All Saints is a parish church in West Farleigh, Kent. It was begun in the 11th century and is a Grade I listed building.

==Building==
The church was begun in the late 11th century or the 12th century with further work carried out in the 15th century. The church was restored in 1875 and is constructed of roughly coursed or uncoursed rag-stone with pebbledashed render to the nave and chancel. The roofs are plain tiled. It is a Grade I listed building.

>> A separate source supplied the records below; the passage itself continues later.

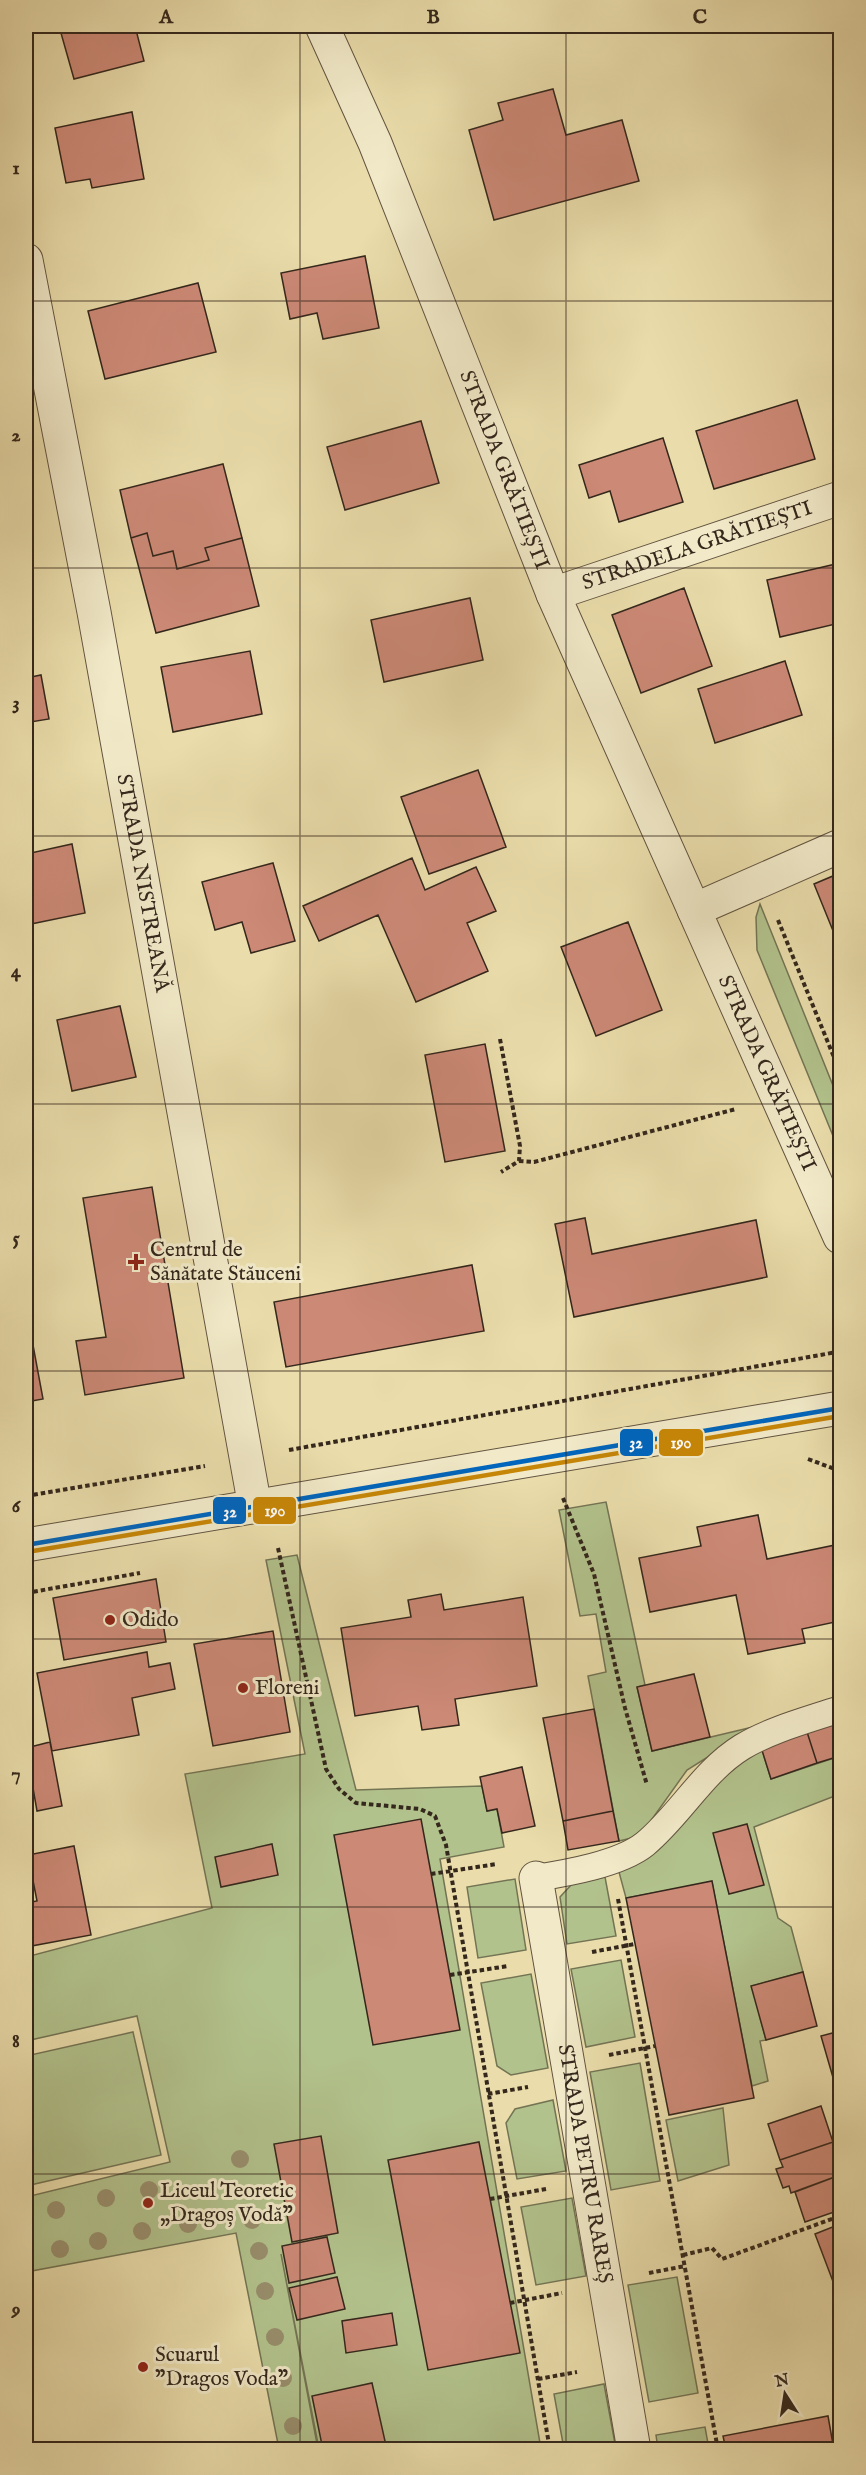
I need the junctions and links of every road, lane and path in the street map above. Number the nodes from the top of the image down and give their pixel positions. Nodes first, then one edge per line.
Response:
1 (322, 26) edge
2 (26, 260) edge
3 (840, 498) edge
4 (553, 594) junction
5 (840, 846) edge
6 (762, 880) junction
7 (694, 910) junction
8 (500, 1039) dead end
9 (840, 1072) edge
10 (779, 1098) junction
11 (519, 1161) junction
12 (501, 1172) dead end
13 (840, 1237) edge
14 (840, 1349) edge
15 (840, 1408) edge
16 (246, 1458) junction
17 (803, 1458) dead end
18 (840, 1471) edge
19 (26, 1496) edge
20 (575, 1496) dead end
21 (563, 1498) junction
22 (552, 1500) dead end
23 (255, 1507) junction
24 (26, 1545) edge
25 (288, 1546) dead end
26 (143, 1572) dead end
27 (26, 1593) edge
28 (840, 1709) edge
29 (660, 1829) junction
30 (611, 1860) junction
31 (451, 1872) junction
32 (431, 1874) dead end
33 (536, 1878) joint
34 (550, 1960) junction
35 (468, 1972) junction
36 (450, 1975) dead end
37 (588, 2182) junction
38 (506, 2195) junction
39 (490, 2199) dead end
40 (840, 2216) edge
41 (683, 2255) junction
42 (605, 2284) junction
43 (524, 2301) junction
44 (510, 2303) dead end
45 (550, 2450) edge
46 (634, 2450) edge
47 (718, 2450) edge

1 - 4 street, STRADA GRĂTIEȘTI
2 - 16 street, STRADA NISTREANĂ
3 - 4 street, STRADELA GRĂTIEȘTI
4 - 7 street, STRADA GRĂTIEȘTI
5 - 6 street
6 - 7 street
6 - 9 path
7 - 10 street, STRADA GRĂTIEȘTI
8 - 11 path
10 - 11 path
10 - 13 street, STRADA GRĂTIEȘTI
11 - 12 path
14 - 16 path
15 - 23 street
16 - 19 path
16 - 23 street, STRADA NISTREANĂ
17 - 18 path
20 - 21 path
21 - 22 path
21 - 29 path
23 - 24 street
25 - 31 path
26 - 27 path
28 - 29 lane
29 - 30 lane
30 - 33 lane
30 - 41 path
31 - 32 path
31 - 35 path
33 - 34 street, STRADA PETRU RAREȘ
34 - 35 path
34 - 37 street, STRADA PETRU RAREȘ
35 - 36 path
35 - 38 path
37 - 38 path
37 - 42 street, STRADA PETRU RAREȘ
38 - 39 path
38 - 43 path
40 - 41 path
41 - 47 path
42 - 43 path
42 - 46 street, STRADA PETRU RAREȘ
43 - 44 path
43 - 45 path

The nave and chancel are the oldest parts of the church. The north side of the nave has two 15th-century two-lighted windows and a small window below the eaves. The south side has a wide lancet window at the east end and a larger 19th century two-lighted traceried in the middle of the façade. Attached to the south side of the nave is a glazed timber porch with a pitched roof added in the 19th century. The inner doorway to the nave is 15th century. The chancel has two-lighted traceried windows to the north and south and three small round-headed windows in the east wall. Attached to the south side is a 19th-century organ chamber. The 15th century west tower is in two stages on a stone plinth with a battlemented parapet above a moulded string. The three outward facing sides contain a single trefoil-headed belfry opening. A taller stair turret, with battlements and gargoyles, is attached to the north-east corner.

Internally, the arches between nave and chancel and between nave and tower are round-headed and rest on tufa columns. The nave and chancel roofs are of common rafters with three moulded and braced tie beams to the nave and plain and unbraced tie beam to the chancel. Piscina are located in the south-east corner of the nave and the below the south window of the chancel. The 17th-century font is octagonal and made of Bethersden marble. An 18th century pew contains a frieze of pierced panels.

The church contains memorials to Edward Lawrence (d. 1605), Augustine Skynner (d. 1672), Jane Brewer (d. 1676), Jane Brewer (d. 1716), Edward Goulstone (d. 1720), Elizabeth Kirby (d. 1748) and John Davis (d. 1776). The churchyard contains a number of Grade II listed monuments.